We could have the situation where the number of units \(k\) is fixed and we can only increase the sample size.
We can also simulate scenarios where some units collect all data while others did not complete the data collection.
Let’s assume that the maximum number of labs is \(10\). How many participants are required assuming a certain amount of heterogeneity?
es <- 0.2
k <- 10
n1 <- n2 <- seq(10, 500, 10)
tau2 <- c(0.01, 0.05, 0.1, 0.2)
sim <- expand_grid(k, es, tau2, n1)
sim$n2 <- sim$n1
sim$vt <- with(sim, 1/n1 + 1/n2)
sim$I2 <- round(with(sim, tau2 / (tau2 + vt)) * 100, 3)

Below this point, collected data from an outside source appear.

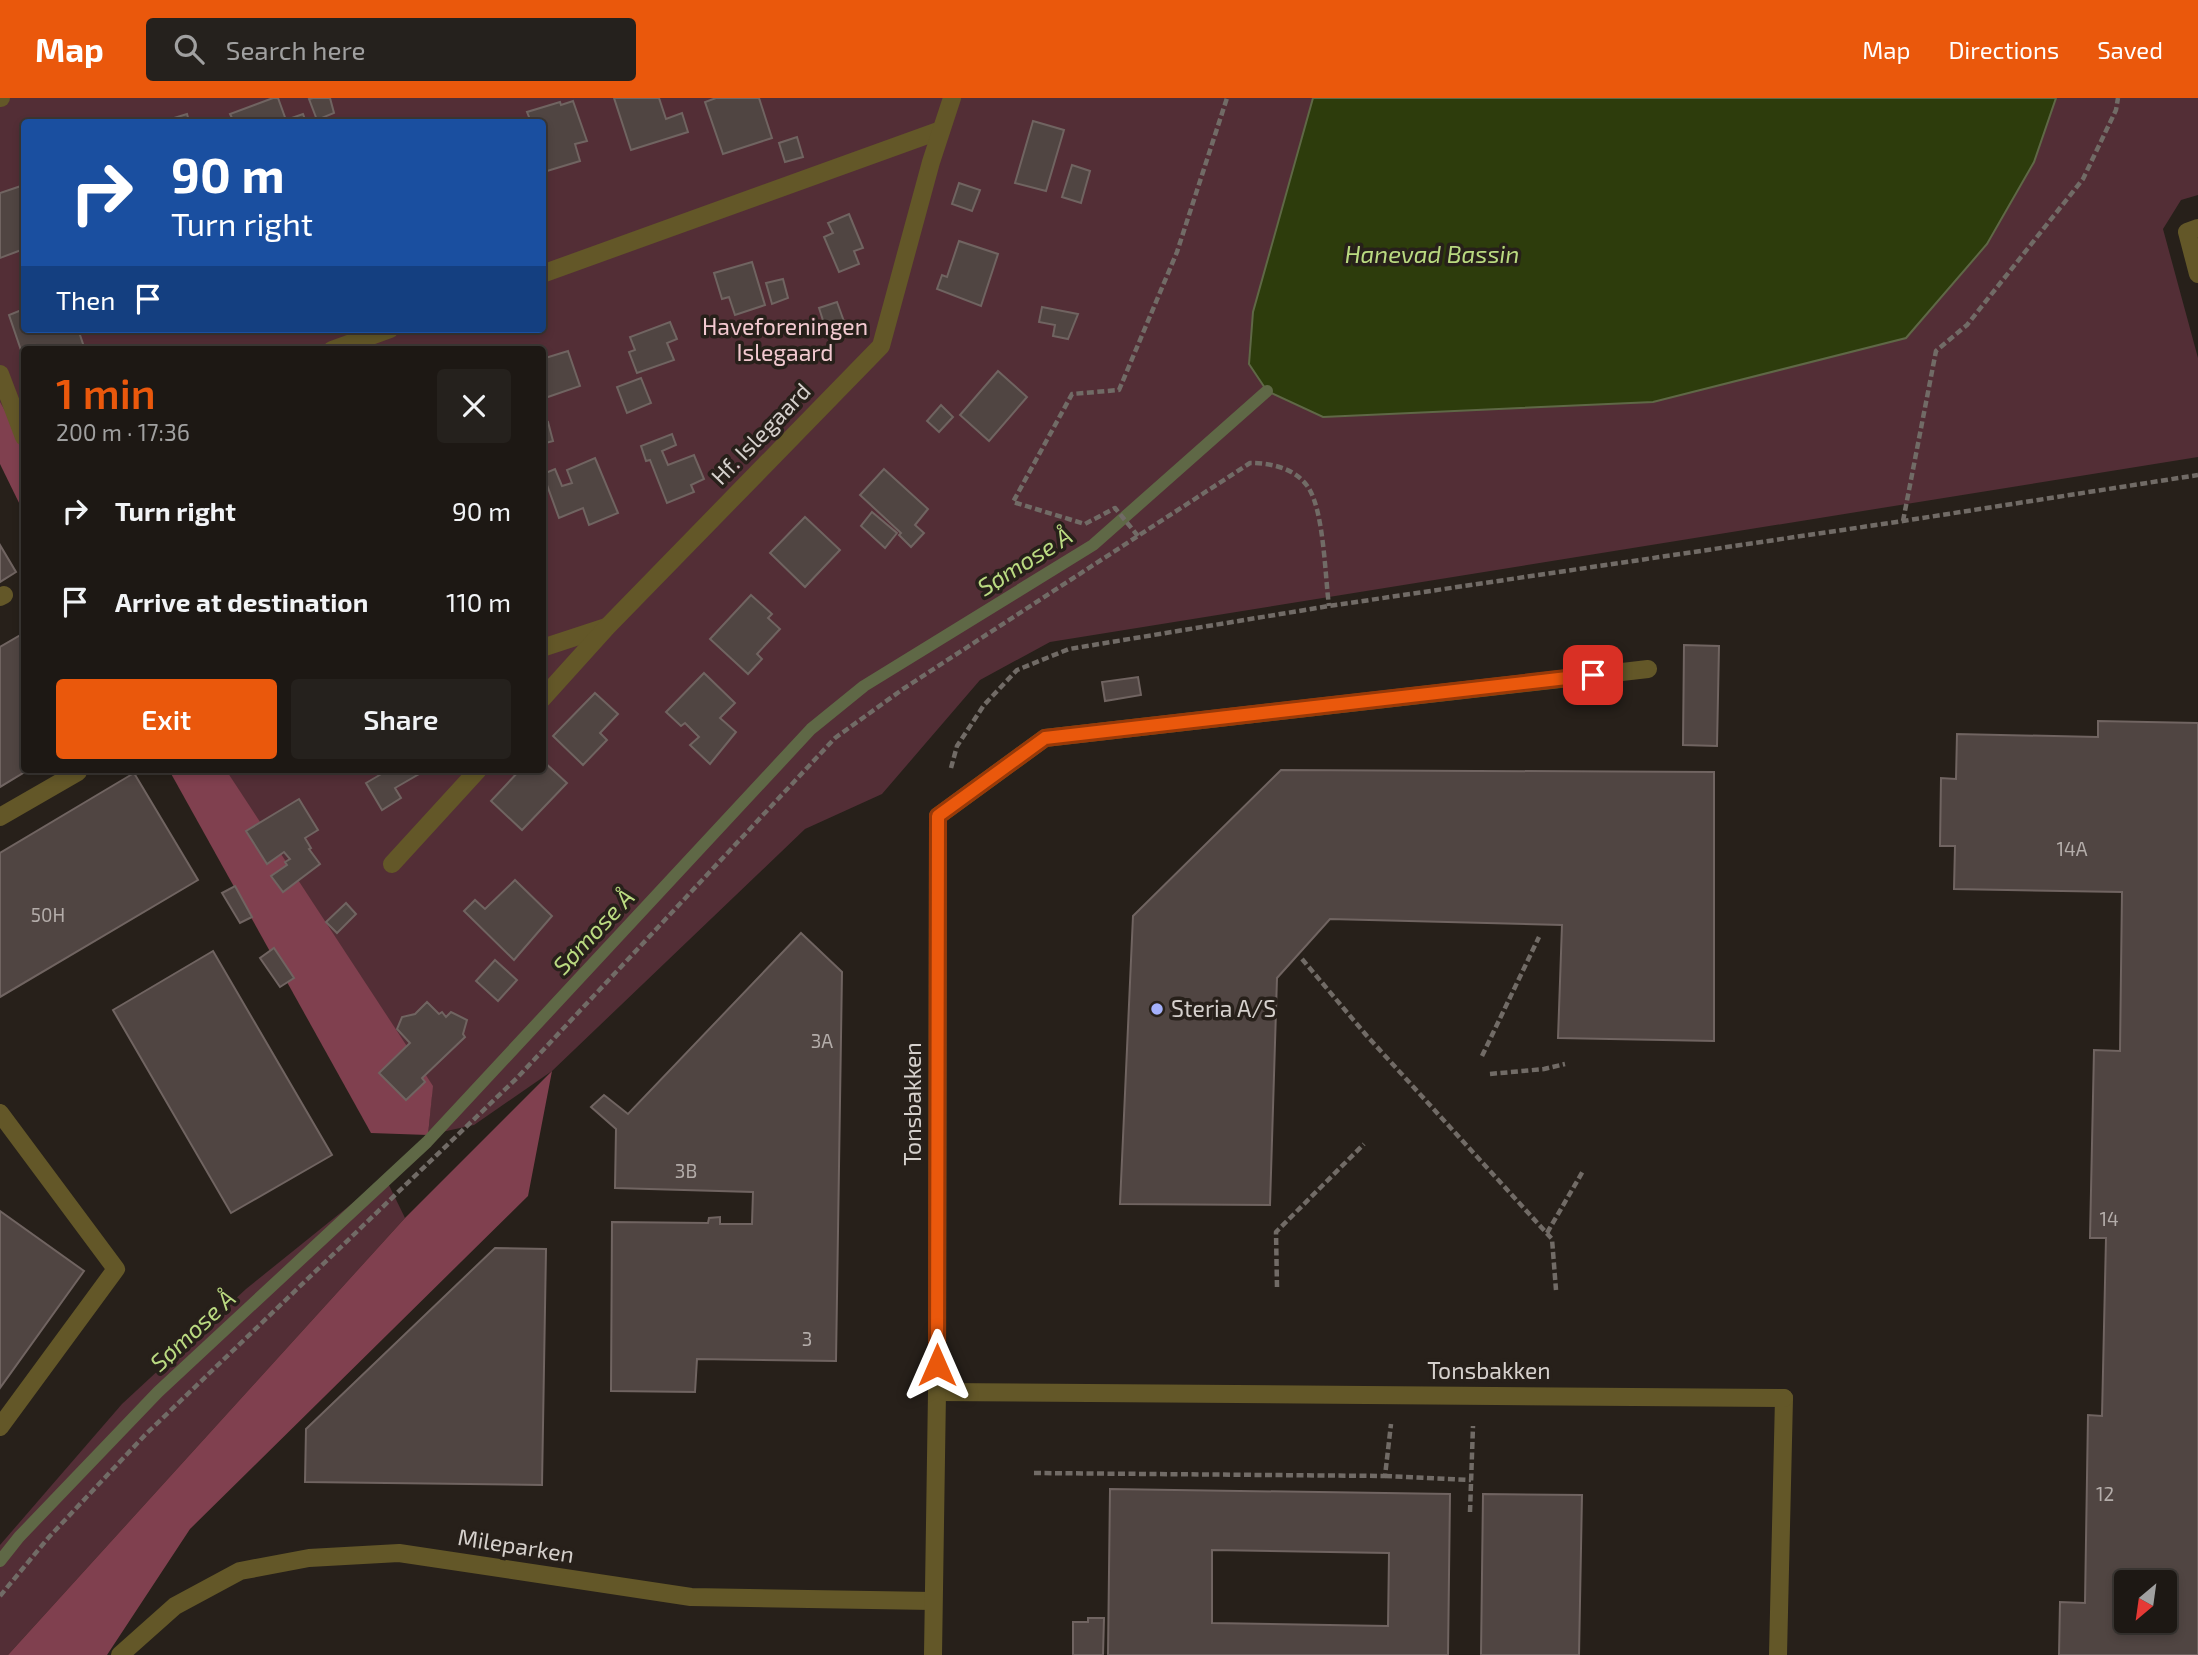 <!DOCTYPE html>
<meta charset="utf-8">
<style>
body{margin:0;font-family:"Exo 2",sans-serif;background:#25211d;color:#f1f3f6;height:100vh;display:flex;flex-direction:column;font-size:26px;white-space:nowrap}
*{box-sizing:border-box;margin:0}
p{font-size:23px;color:#a0a0a0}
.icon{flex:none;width:38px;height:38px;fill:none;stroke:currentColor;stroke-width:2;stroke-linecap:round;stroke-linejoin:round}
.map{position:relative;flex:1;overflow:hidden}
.side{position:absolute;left:21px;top:248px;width:525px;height:427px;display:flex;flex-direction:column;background:#1d1814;border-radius:7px;box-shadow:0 4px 10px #0003,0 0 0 2px #3b3734}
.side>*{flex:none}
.hud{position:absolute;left:21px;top:21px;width:525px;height:214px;border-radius:7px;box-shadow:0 4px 10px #0003,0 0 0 2px #3b3734;background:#1a4fa0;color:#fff;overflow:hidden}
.needle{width:46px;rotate:209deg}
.buttons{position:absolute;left:2114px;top:1472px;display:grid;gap:14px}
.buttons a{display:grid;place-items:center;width:63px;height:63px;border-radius:7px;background:#1d1814;box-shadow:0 4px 10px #0003,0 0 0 2px #3b3734;font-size:35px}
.pin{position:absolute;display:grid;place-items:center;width:60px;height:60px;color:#fff;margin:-30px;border-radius:14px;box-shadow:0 4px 10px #0006}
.me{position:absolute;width:77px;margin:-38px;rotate:0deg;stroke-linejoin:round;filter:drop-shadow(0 0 5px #0008)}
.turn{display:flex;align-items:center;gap:24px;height:147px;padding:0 35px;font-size:32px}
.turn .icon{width:91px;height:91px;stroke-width:2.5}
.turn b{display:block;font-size:49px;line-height:60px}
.then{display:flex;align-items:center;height:66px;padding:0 35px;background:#0003;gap:14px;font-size:26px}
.round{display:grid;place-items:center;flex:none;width:74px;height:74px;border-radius:7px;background:#25211d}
.head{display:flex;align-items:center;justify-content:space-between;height:119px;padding:0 35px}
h1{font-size:42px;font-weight:600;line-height:52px;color:#ea580c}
.primary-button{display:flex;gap:14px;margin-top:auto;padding:14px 35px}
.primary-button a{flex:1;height:80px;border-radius:7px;background:#ea580c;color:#fff;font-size:28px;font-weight:600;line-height:80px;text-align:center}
.primary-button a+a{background:#25211d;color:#f1f3f6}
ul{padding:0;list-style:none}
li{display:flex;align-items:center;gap:21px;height:91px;padding:0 35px}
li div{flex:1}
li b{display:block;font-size:26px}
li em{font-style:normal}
header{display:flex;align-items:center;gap:42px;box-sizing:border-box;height:98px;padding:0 35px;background:#ea580c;color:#fff}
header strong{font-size:33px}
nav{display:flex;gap:38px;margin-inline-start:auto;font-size:24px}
.search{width:490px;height:63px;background:#25211d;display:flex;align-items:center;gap:18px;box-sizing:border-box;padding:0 24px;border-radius:7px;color:#a0a0a0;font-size:26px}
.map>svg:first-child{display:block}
</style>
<header>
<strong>Map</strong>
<div class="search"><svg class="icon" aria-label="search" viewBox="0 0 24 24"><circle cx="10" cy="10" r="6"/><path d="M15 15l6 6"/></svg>Search here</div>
<nav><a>Map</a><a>Directions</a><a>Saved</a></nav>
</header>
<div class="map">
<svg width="2198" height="1557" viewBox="0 0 2198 1557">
<rect width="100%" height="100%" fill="#27201a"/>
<g fill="#532e36" fill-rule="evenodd">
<path d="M 0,0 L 1313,0 L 1253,214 L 1249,265 L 1267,293 L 1323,319 L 1653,304 L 1906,240 L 1987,146 L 2034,64 L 2056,0 L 2198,0 L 2198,97 L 2181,102 L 2163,131 L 2198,260 L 2198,359 L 1050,544 L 980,582 L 882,696 L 805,731 L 552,973 L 474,1027 L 428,1037 L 432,996 L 206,672 L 542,672 L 542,252 L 24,252 L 24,360 L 0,318 ZM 24,24 L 542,24 L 542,231 L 24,231 Z"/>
<path d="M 385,1079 L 405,1120 L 8,1557 L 0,1557 L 0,1447 L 122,1306 L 246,1191 Z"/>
</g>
<g fill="#80404f">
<path d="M 0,304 L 24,346 L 24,415 L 0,366 Z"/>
<path d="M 169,672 L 226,672 L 433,988 L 428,1037 L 371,1035 Z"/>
<path d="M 552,973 L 528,1098 L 190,1431 L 107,1557 L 8,1557 L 405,1120 Z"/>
</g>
<path fill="#2d3c0c" stroke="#5f6846" stroke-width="2" d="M 1313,0 L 2056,0 L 2034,64 L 1987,146 L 1906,240 L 1653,304 L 1323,319 L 1267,293 L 1249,266 L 1253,214 Z"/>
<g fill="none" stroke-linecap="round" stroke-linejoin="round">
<path stroke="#5f6846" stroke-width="12" d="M 0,1463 L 19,1439 L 158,1294 L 427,1044 L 811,631 L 864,588 L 1093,447 L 1267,293"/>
</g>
<g fill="#504542" stroke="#706461" stroke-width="2" fill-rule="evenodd">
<path d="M 273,0 L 278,0 L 286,22 L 303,16 L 306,24 L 234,24 L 230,16 Z"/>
<path d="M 313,0 L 330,0 L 334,15 L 317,22 L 309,1 Z"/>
<path d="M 614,0 L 659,0 L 666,21 L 682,15 L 688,34 L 631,52 Z"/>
<path d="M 716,0 L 759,0 L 772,40 L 723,56 L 705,4 Z"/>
<path d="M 573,3 L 587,43 L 575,46 L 580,63 L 547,73 L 542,59 L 542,24 L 531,24 L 527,14 L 560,4 L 561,7 Z"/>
<path d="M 187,16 L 189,23 L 194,21 L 195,24 L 161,24 Z"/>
<path d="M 1033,23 L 1064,32 L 1046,93 L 1015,85 Z"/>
<path d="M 797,39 L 803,59 L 785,64 L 779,45 Z"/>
<path d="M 1072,67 L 1090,73 L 1081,105 L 1062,99 Z"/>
<path d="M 959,85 L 980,92 L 972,113 L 952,106 Z"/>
<path d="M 24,87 L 24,151 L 0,160 L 0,95 Z"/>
<path d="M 849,116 L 863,150 L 854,153 L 859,166 L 839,174 L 824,139 L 833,135 L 828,125 Z"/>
<path d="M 959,143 L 998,156 L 981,208 L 937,191 L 942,177 L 947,179 Z"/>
<path d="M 752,164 L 765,207 L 735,217 L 729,199 L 722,201 L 714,175 Z"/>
<path d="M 783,181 L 788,200 L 772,206 L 766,185 Z"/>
<path d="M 837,204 L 846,229 L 827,235 L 819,210 Z"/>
<path d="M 1042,209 L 1078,216 L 1068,241 L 1053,238 L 1055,227 L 1039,224 Z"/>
<path d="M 24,211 L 24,231 L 78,231 L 84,249 L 76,252 L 24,252 L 24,261 L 9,217 Z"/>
<path d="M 670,224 L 677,241 L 667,245 L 674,262 L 637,275 L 629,254 L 635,252 L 630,239 Z"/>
<path d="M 568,253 L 580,288 L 542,301 L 542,261 Z"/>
<path d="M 998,273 L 1027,299 L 989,343 L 960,317 Z"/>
<path d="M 641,280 L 651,305 L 627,315 L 617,289 Z"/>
<path d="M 941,307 L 953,319 L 939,334 L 927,323 Z"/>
<path d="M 548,324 L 553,343 L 542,346 L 542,326 Z"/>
<path d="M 672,336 L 676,347 L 662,353 L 668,367 L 694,357 L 704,381 L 691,387 L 694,394 L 667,405 L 650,362 L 646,363 L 641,348 Z"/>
<path d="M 595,360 L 618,415 L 589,427 L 583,410 L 559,420 L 543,376 L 555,371 L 562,388 L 572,385 L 567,372 Z"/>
<path d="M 884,371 L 928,411 L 915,427 L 924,435 L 911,449 L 899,437 L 901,435 L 860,397 Z"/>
<path d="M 872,414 L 897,435 L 885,450 L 861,428 Z"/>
<path d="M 805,419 L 840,452 L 805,489 L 770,455 Z"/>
<path d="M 0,447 L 16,474 L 0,484 Z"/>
<path d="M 751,497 L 772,516 L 768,520 L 780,531 L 757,556 L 762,561 L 748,576 L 710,541 Z"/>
<path d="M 24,535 L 24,672 L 28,672 L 0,689 L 0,549 Z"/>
<path d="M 1684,547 L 1719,548 L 1717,648 L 1683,647 Z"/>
<path d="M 704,575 L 735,605 L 720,620 L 736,634 L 710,666 L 690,647 L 699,639 L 685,625 L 681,628 L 666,614 Z"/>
<path d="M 1138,579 L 1141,597 L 1105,603 L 1102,584 Z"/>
<path d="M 595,595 L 618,616 L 600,635 L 607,642 L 583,667 L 553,638 Z"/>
<path d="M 2098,623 L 2198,625 L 2198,1557 L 2059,1557 L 2060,1504 L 2085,1505 L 2088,1317 L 2102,1318 L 2106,1140 L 2090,1140 L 2094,952 L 2120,953 L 2122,794 L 1954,791 L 1955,748 L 1940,748 L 1941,680 L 1956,681 L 1957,636 L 2098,639 ZM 2126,1484 L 2165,1484 L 2165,1522 L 2126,1522 Z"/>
<path d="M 542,662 L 567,685 L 522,732 L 491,703 L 520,672 L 542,672 Z"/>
<path d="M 381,672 L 426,672 L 395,690 L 401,700 L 382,712 L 366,685 L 383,675 Z"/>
<path d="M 1281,672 L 1714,674 L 1714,943 L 1558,940 L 1562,827 L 1330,821 L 1277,880 L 1270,1107 L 1120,1106 L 1133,818 Z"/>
<path d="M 134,675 L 198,782 L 0,899 L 0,755 Z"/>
<path d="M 299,701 L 318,732 L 305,740 L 311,750 L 309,751 L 320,766 L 283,794 L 271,778 L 287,767 L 285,764 L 290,761 L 284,754 L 267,766 L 246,733 Z"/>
<path d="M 515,782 L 552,818 L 514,862 L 464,813 L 475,802 L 485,811 Z"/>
<path d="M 235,788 L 252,819 L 240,825 L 222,795 Z"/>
<path d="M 346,805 L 356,816 L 337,835 L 326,824 Z"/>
<path d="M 801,835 L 842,874 L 836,1263 L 697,1261 L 695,1294 L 611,1293 L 612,1124 L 708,1125 L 709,1120 L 720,1119 L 720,1126 L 752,1126 L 753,1094 L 615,1090 L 616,1031 L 591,1009 L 604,997 L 628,1016 Z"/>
<path d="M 274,850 L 294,880 L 280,889 L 260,860 Z"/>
<path d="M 213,853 L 332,1057 L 231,1115 L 113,912 Z"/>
<path d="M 495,862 L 517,882 L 498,903 L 476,883 Z"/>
<path d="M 427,904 L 439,916 L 442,914 L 446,919 L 451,914 L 467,922 L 463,936 L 465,939 L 422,980 L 425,984 L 406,1002 L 379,975 L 410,945 L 397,931 L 402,919 L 415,916 Z"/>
<path d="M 0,1113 L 84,1173 L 0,1290 Z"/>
<path d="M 495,1150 L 546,1151 L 542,1387 L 305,1384 L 306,1331 Z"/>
<path d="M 1110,1391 L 1450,1396 L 1448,1557 L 1108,1557 ZM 1212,1452 L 1389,1455 L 1388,1528 L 1212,1525 Z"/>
<path d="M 1483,1396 L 1582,1397 L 1579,1557 L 1481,1557 Z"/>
<path d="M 1088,1520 L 1104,1520 L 1103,1557 L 1073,1557 L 1073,1524 L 1088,1524 Z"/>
</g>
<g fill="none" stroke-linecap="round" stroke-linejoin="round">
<g stroke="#716b66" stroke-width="4.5" stroke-dasharray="7 3.5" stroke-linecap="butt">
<path d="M 1903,423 L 1936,253 L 1967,227 L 2083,81 L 2116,12 L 2118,0"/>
<path d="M 1138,438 L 1115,410 L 1085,426 L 1013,404 L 1072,296 L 1119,292 L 1177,154 L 1227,0"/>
<path d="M 951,670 L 957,648 L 984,607 L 1017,572 L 1069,551 L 1329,508 L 1903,423 L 2198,377"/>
<path d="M 1302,861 L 1367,938 L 1552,1141 L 1556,1192"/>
<path d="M 1482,958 L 1539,839"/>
<path d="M 1490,976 L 1544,971 L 1565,966"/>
<path d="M 1547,1135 L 1583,1073"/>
<path d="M 1277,1189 L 1276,1134 L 1364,1046"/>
<path d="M 1034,1375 L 1385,1378 L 1391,1326"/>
<path d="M 1385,1378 L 1471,1382"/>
<path d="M 1470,1414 L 1473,1328"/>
<path d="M 0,1498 L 49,1439 L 146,1336 L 517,980 L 835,640 L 903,591 L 1250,365 C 1271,365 1295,370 1308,389 C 1324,413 1325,478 1329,508"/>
</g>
<g stroke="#635728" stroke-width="18">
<path d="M 0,0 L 1,0"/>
<path d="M 2198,130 L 2187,134 L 2198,176"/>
<path d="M 542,176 L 941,32"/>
<path d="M 332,252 L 390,231"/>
<path d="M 0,276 L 24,339"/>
<path d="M 0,499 L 4,497"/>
<path d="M 542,550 L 606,529"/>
<path d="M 542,601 L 607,529 L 881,248 L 931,64 L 952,0"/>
<path d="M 938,718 L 1045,640 L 1648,571"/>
<path d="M 0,719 L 78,674"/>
<path d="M 392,766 L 478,672"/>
<path d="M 0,1015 L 116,1171 L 0,1329"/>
<path d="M 120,1557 L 175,1508 L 240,1473 L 309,1460 L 399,1455 L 691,1499 L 933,1503"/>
<path d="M 1778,1557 L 1784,1300"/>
</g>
<g stroke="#635728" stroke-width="18">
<path d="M 937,1294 L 1784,1300"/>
<path d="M 933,1557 L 937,1294 L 938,718"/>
</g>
</g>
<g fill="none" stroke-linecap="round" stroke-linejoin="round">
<defs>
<path id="route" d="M 937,1267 L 938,718 L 1045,640 L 1593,577"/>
</defs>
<use href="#route" stroke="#983908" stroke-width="18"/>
<use href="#route" stroke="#ea580c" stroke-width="12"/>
</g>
<circle fill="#a5b1fc" stroke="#27201a" stroke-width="2.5" cx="1157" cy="911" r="7"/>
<g text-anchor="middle" stroke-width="7" stroke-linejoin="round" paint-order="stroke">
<g font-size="19" fill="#b4adaa">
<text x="2072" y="758">14A</text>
<text x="48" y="824">50H</text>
<text x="822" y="950">3A</text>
<text x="686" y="1080">3B</text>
<text x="2109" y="1128">14</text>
<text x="807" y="1248">3</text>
<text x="2105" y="1403">12</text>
</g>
<g font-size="23" fill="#f2c9d0" stroke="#27201a">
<text x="785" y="237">Haveforeningen<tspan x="785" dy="26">Islegaard</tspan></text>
</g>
<g font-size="23" fill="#d5d0cc" stroke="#27201a">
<text transform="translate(761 336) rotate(-46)" y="8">Hf. Islegaard</text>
<text transform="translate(913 1006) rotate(-90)" y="8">Tonsbakken</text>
<text x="1489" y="1281">Tonsbakken</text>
<text transform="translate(516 1448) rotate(9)" y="8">Mileparken</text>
</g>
<g font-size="23" fill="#d5d0cc" stroke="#27201a" text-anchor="start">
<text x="1171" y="919">Steria A/S</text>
</g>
<g font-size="24" font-style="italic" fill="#bada81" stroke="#27201a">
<text x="1432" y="165">Hanevad Bassin</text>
<text transform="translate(1025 464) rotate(-32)" y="8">Sømose Å</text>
<text transform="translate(594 834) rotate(-47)" y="8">Sømose Å</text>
<text transform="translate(193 1233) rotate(-43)" y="8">Sømose Å</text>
</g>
</g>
</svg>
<div class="buttons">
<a><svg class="needle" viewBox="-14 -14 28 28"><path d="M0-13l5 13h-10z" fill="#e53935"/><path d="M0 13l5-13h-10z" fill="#a0a0a0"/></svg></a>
</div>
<div class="pin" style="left:1593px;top:577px;background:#d93025"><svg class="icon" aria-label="arrive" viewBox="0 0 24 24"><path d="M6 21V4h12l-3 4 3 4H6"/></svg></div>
<svg class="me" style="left:937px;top:1267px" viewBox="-20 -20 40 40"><path d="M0-17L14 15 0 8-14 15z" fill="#ea580c" stroke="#fff" stroke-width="4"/></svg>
<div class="hud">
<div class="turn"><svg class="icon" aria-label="right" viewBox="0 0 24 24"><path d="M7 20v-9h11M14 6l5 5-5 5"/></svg><div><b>90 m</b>Turn right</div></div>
<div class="then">Then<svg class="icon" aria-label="arrive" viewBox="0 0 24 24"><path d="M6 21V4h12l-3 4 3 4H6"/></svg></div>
</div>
<section class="side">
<div class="head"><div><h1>1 min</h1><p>200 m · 17:36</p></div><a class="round"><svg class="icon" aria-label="close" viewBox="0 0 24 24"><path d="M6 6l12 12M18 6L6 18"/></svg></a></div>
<ul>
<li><svg class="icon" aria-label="right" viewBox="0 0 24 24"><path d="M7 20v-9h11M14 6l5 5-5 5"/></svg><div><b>Turn right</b></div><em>90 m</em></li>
<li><svg class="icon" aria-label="arrive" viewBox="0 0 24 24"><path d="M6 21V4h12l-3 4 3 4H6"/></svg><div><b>Arrive at destination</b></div><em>110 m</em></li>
</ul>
<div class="primary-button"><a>Exit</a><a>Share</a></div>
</section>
</div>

sim$power <- power_meta(sim$es, sim$k, sim$tau2, sim$n1, sim$n2)
ht(sim)
#> # A tibble: 11 × 8
#> k es tau2 n1 n2 vt I2 power
#> <dbl> <dbl> <dbl> <dbl> <dbl> <dbl> <dbl> <dbl>
#> 1 10 0.2 0.01 10 10 0.2 4.76 0.281
#> 2 10 0.2 0.01 20 20 0.1 9.09 0.479
#> 3 10 0.2 0.01 30 30 0.0667 13.0 0.627
#> 4 10 0.2 0.01 40 40 0.05 16.7 0.733
#> 5 10 0.2 0.01 50 50 0.04 20 0.807
#> 6 10 0.2 0.2 450 450 0.00444 97.8 0.288
#> 7 10 0.2 0.2 460 460 0.00435 97.9 0.288
#> 8 10 0.2 0.2 470 470 0.00426 97.9 0.288
#> 9 10 0.2 0.2 480 480 0.00417 98.0 0.288
#> 10 10 0.2 0.2 490 490 0.00408 98 0.288
#> 11 10 0.2 0.2 500 500 0.004 98.0 0.288
With a fixed \(k\), we could reach a plateau even increasing \(n\). This depends also on \(\mu_{\theta}\) and \(\tau^2\).
A special type of multilab studies are the replication projects. There are some paper discussing how to view replication studies as meta-analyses and how to plan them.